CF is one of the most common lethal genetic disorders affecting primarily Caucasians and populations of European descent 1, 2. The disease is one of abnormal ion transport. It is caused by mutations in a gene located on the short arm of chromosome 7, which encodes for a glycoprotein known as Cystic Fibrosis Transmembrane Conductance Regulator (CFTR) 4. In 1985, scientists used a positional cloning approach termed "reverse genetics" to locate the position of the CF gene. The novel molecular tool entailed first identifying the location of a gene, then working backward to understand the physiologic bases of the disease 5. In 1989, laboratories of Drs. Lap-Che Tsui, John Riordan, and Francis Collins simultaneously reported in Science the identification of the mutated gene present on chromosomes of CF patients compared to normal patients 6-8. Today, almost 2,000 mutations have been identified (www.genet.sickkids.on.ca/cftr) with the most common being a deletion of phenylalanine at position 508 5. The mutations can be ascribed to five categories which encompass reductions in mRNA levels, protein production, protein processing, channel regulation, and channel conduction 1. Physiological results of the mutations are an impairment of salt and water transport across the apical membrane of epithelial cells in sweat glands, reproductive and gastrointestinal systems and the respiratory tract 9. This results in organ failure and subsequent death, except in the case of sweat glands. Complications from lung disease are the most common cause of mortality. The lung disease profile is a combination of mucus hypersecretion and impaired mucociliary clearance to form an abnormal airway surface environment conducive to chronic airway infections and bronchiectasis. 3 (Figure 1).

Over 20 years since the discovery of the mutated gene, the disease remains uncured. Modern treatments of symptoms, but not the underlying defect, have managed to increase life expectancy to about 37 years 10. The current therapeutic aim is to correct the underlying genetic defect by targeting lung epithelial cells to introduce a normal CFTR gene or to potentiate the CFTR channel conductance using pharmacological agents. 9, 11 Hope remains to manage the various aspects of the lung disease in an attempt to extend patients' lives to a level comparable to the rest of the population.

References:

1. Rosenstein BJ, Zeitlin PL. Cystic fibrosis. Lancet 1998;351:277-82.

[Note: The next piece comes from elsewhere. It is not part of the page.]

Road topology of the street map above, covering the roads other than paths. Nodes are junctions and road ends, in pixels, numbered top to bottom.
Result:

2. Ratjen F, Doring G. Cystic fibrosis. Lancet 2003;361:681-9.

3. Dinwiddie R. Pathogenesis of lung disease in cystic fibrosis. Respiration 2000;67:3-8.

4. Tsui LC. The cystic fibrosis transmembrane conductance regulator gene. Am J Respir Crit Care Med 1995;151:S47-53.

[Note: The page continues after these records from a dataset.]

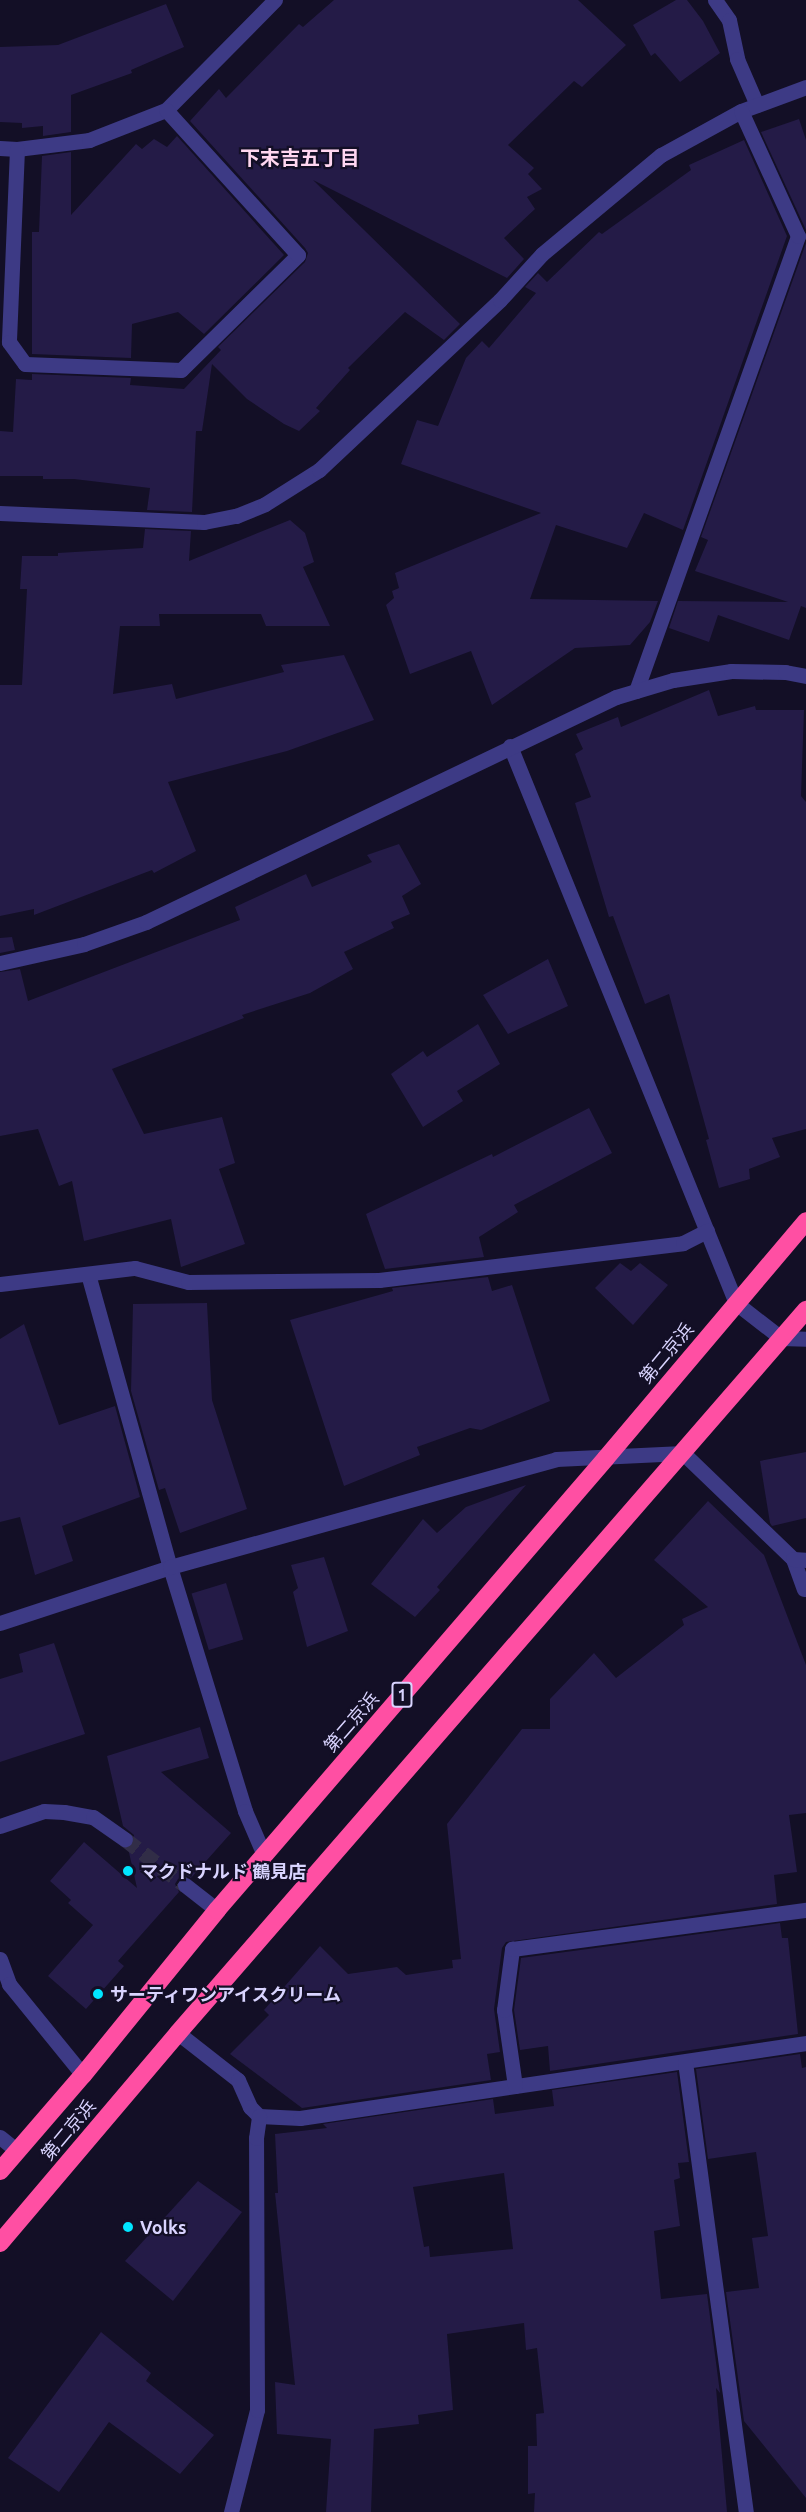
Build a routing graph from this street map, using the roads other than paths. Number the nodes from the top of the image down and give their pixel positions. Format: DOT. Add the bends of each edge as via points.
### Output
graph roads {
  1 [pos="275,0"];
  2 [pos="715,0"];
  3 [pos="806,87"];
  4 [pos="757,105"];
  5 [pos="166,110"];
  6 [pos="741,111"];
  7 [pos="0,148"];
  8 [pos="17,149"];
  9 [pos="0,513"];
  10 [pos="806,676"];
  11 [pos="636,691"];
  12 [pos="510,746"];
  13 [pos="0,963"];
  14 [pos="806,1221"];
  15 [pos="707,1232"];
  16 [pos="88,1274"];
  17 [pos="0,1284"];
  18 [pos="736,1303"];
  19 [pos="806,1310"];
  20 [pos="781,1338"];
  21 [pos="806,1339"];
  22 [pos="683,1453"];
  23 [pos="606,1458"];
  24 [pos="799,1560"];
  25 [pos="170,1567"];
  26 [pos="804,1589"];
  27 [pos="0,1623"];
  28 [pos="0,1826"];
  29 [pos="125,1839"];
  30 [pos="264,1855"];
  31 [pos="185,1885"];
  32 [pos="217,1910"];
  33 [pos="806,1910"];
  34 [pos="0,1959"];
  35 [pos="178,2033"];
  36 [pos="806,2043"];
  37 [pos="685,2062"];
  38 [pos="83,2075"];
  39 [pos="515,2086"];
  40 [pos="259,2116"];
  41 [pos="0,2137"];
  42 [pos="17,2151"];
  43 [pos="0,2171"];
  44 [pos="0,2243"];
  45 [pos="231,2512"];
  46 [pos="746,2512"];
  1 -- 5 [label="street"];
  2 -- 4 [label="street" via="729,20 737,59"];
  3 -- 4 [label="street"];
  4 -- 6 [label="street"];
  5 -- 8 [label="street" via="89,140"];
  5 -- 8 [label="street" via="298,255 181,370 24,364 9,342"];
  6 -- 9 [label="street" via="661,154 542,254 500,300 319,470 265,504 236,516 204,522"];
  6 -- 11 [label="street" via="798,236"];
  7 -- 8 [label="street"];
  10 -- 11 [label="street" via="731,671 673,680"];
  11 -- 12 [label="street"];
  12 -- 13 [label="street" via="146,922 84,944"];
  12 -- 15 [label="street"];
  14 -- 18 [label="highway, 第二京浜 / 1"];
  15 -- 16 [label="street" via="683,1244 379,1280 188,1282 135,1268"];
  15 -- 18 [label="street"];
  16 -- 17 [label="street"];
  16 -- 25 [label="street"];
  18 -- 20 [label="street"];
  18 -- 23 [label="highway, 第二京浜 / 1"];
  19 -- 20 [label="highway, 第二京浜"];
  20 -- 21 [label="street"];
  20 -- 22 [label="highway, 第二京浜"];
  22 -- 23 [label="street"];
  22 -- 24 [label="street"];
  22 -- 35 [label="highway, 第二京浜"];
  23 -- 25 [label="street" via="556,1459"];
  23 -- 30 [label="highway, 第二京浜 / 1"];
  24 -- 26 [label="street"];
  25 -- 27 [label="street"];
  25 -- 30 [label="street" via="245,1810"];
  28 -- 29 [label="street" via="44,1810 64,1812 93,1817"];
  30 -- 32 [label="highway, 第二京浜 / 1"];
  31 -- 32 [label="street"];
  32 -- 38 [label="highway, 第二京浜 / 1"];
  33 -- 39 [label="street" via="512,1949 504,2010"];
  34 -- 38 [label="street" via="9,1984"];
  35 -- 40 [label="street" via="238,2080 249,2107"];
  35 -- 44 [label="highway, 第二京浜"];
  36 -- 37 [label="street"];
  37 -- 39 [label="street"];
  37 -- 46 [label="street"];
  38 -- 42 [label="highway, 第二京浜 / 1"];
  39 -- 40 [label="street" via="300,2118"];
  40 -- 45 [label="street" via="257,2410"];
  41 -- 42 [label="street"];
  42 -- 43 [label="highway, 第二京浜 / 1"];
}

5. Welsh MJ, Ramsey BW. Research on cystic fibrosis: a journey from the Heart House. Am J Respir Crit Care Med 1998;157:S148-54.

6. Kerem B, Rommens JM, Buchanan JA, et al. Identification of the cystic fibrosis gene: genetic analysis. Science 1989;245:1073-80.

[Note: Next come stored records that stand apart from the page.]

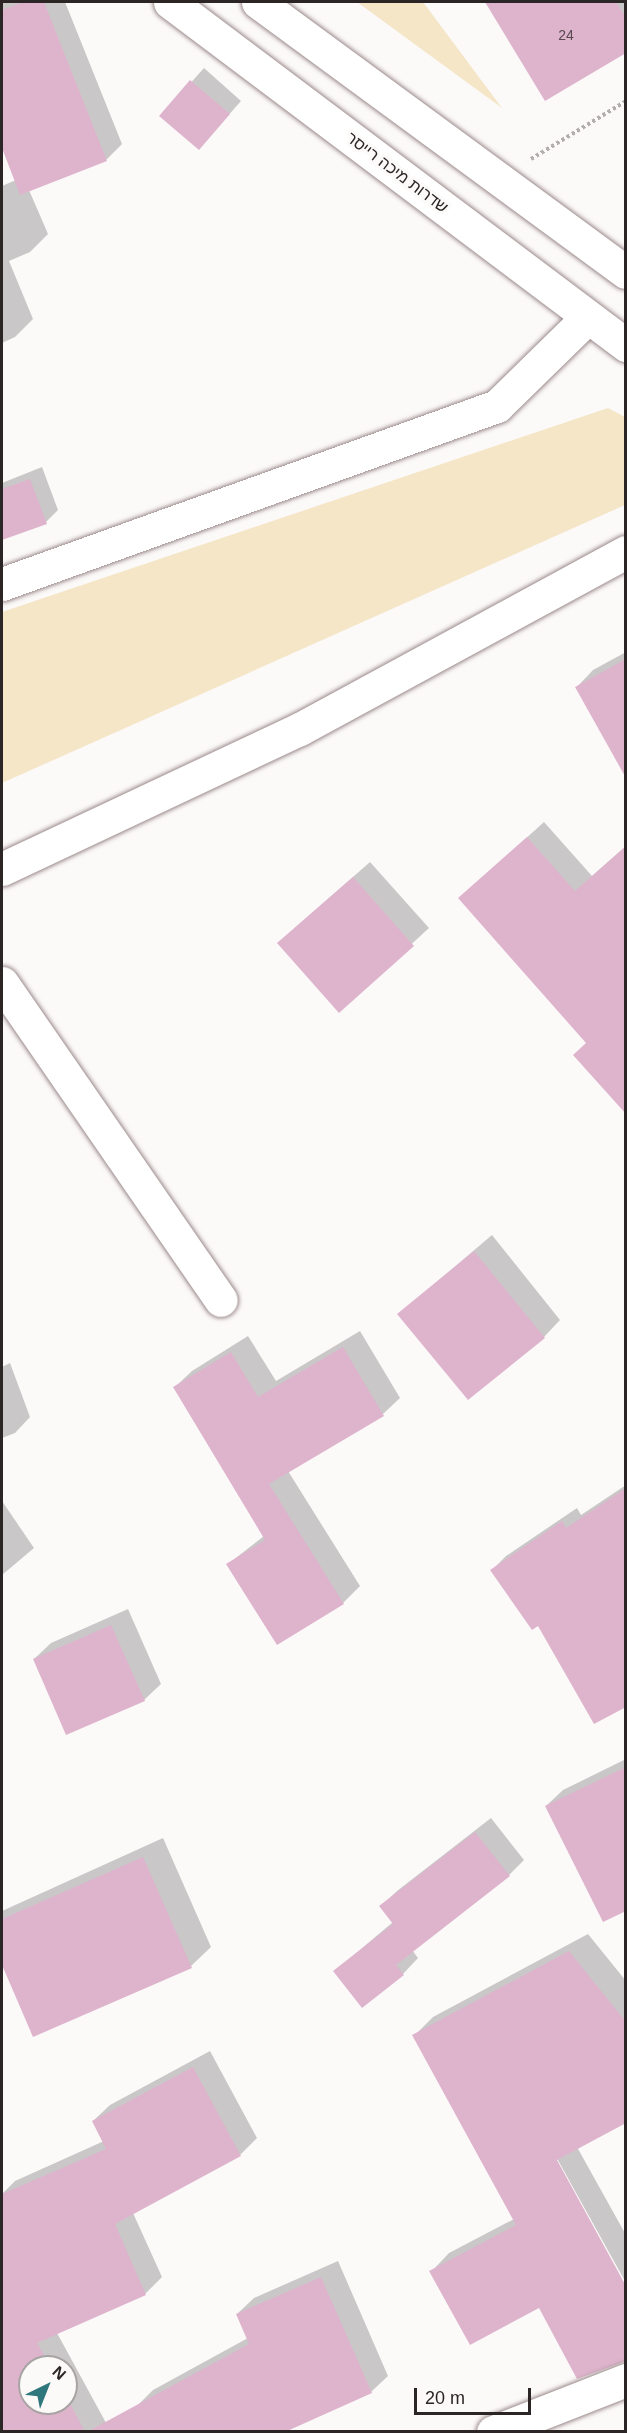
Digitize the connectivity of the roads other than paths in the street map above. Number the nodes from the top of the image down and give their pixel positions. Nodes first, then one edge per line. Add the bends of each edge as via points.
1 (170, 2) edge
2 (258, 2) edge
3 (626, 272) edge
4 (588, 317) junction
5 (626, 345) edge
6 (626, 552) edge
7 (2, 584) edge
8 (2, 869) edge
9 (2, 983) edge
10 (221, 1300) dead end
11 (626, 2380) edge
12 (493, 2432) edge

1 - 4 street, שדרות מיכה רייסר
2 - 3 street
4 - 5 street, שדרות מיכה רייסר
4 - 7 street via 497,405
6 - 8 street via 300,729
9 - 10 street
11 - 12 street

7. Riordan JR, Rommens JM, Kerem B, et al. Identification of the cystic fibrosis gene: cloning and characterization of complementary DNA. Science 1989;245:1066-73.

8. Rommens JM, Iannuzzi MC, Kerem B, et al. Identification of the cystic fibrosis gene: chromosome walking and jumping. Science 1989;245:1059-65.

9. Kreindler JL. Cystic fibrosis: exploiting its genetic basis in the hunt for new therapies. Pharmacol Ther 2010;125:219-29.

10. Simmonds NJ, Cullinan P, Hodson ME. Growing old with cystic fibrosis - the characteristics of long-term survivors of cystic fibrosis. Respir Med 2009;103:629-35.

11. Van Goor F, Hadida S, Grootenhuis PD, et al. Rescue of CF airway epithelial cell function in vitro by a CFTR potentiator, VX-770. Proc Natl Acad Sci U S A 2009;106:18825-30.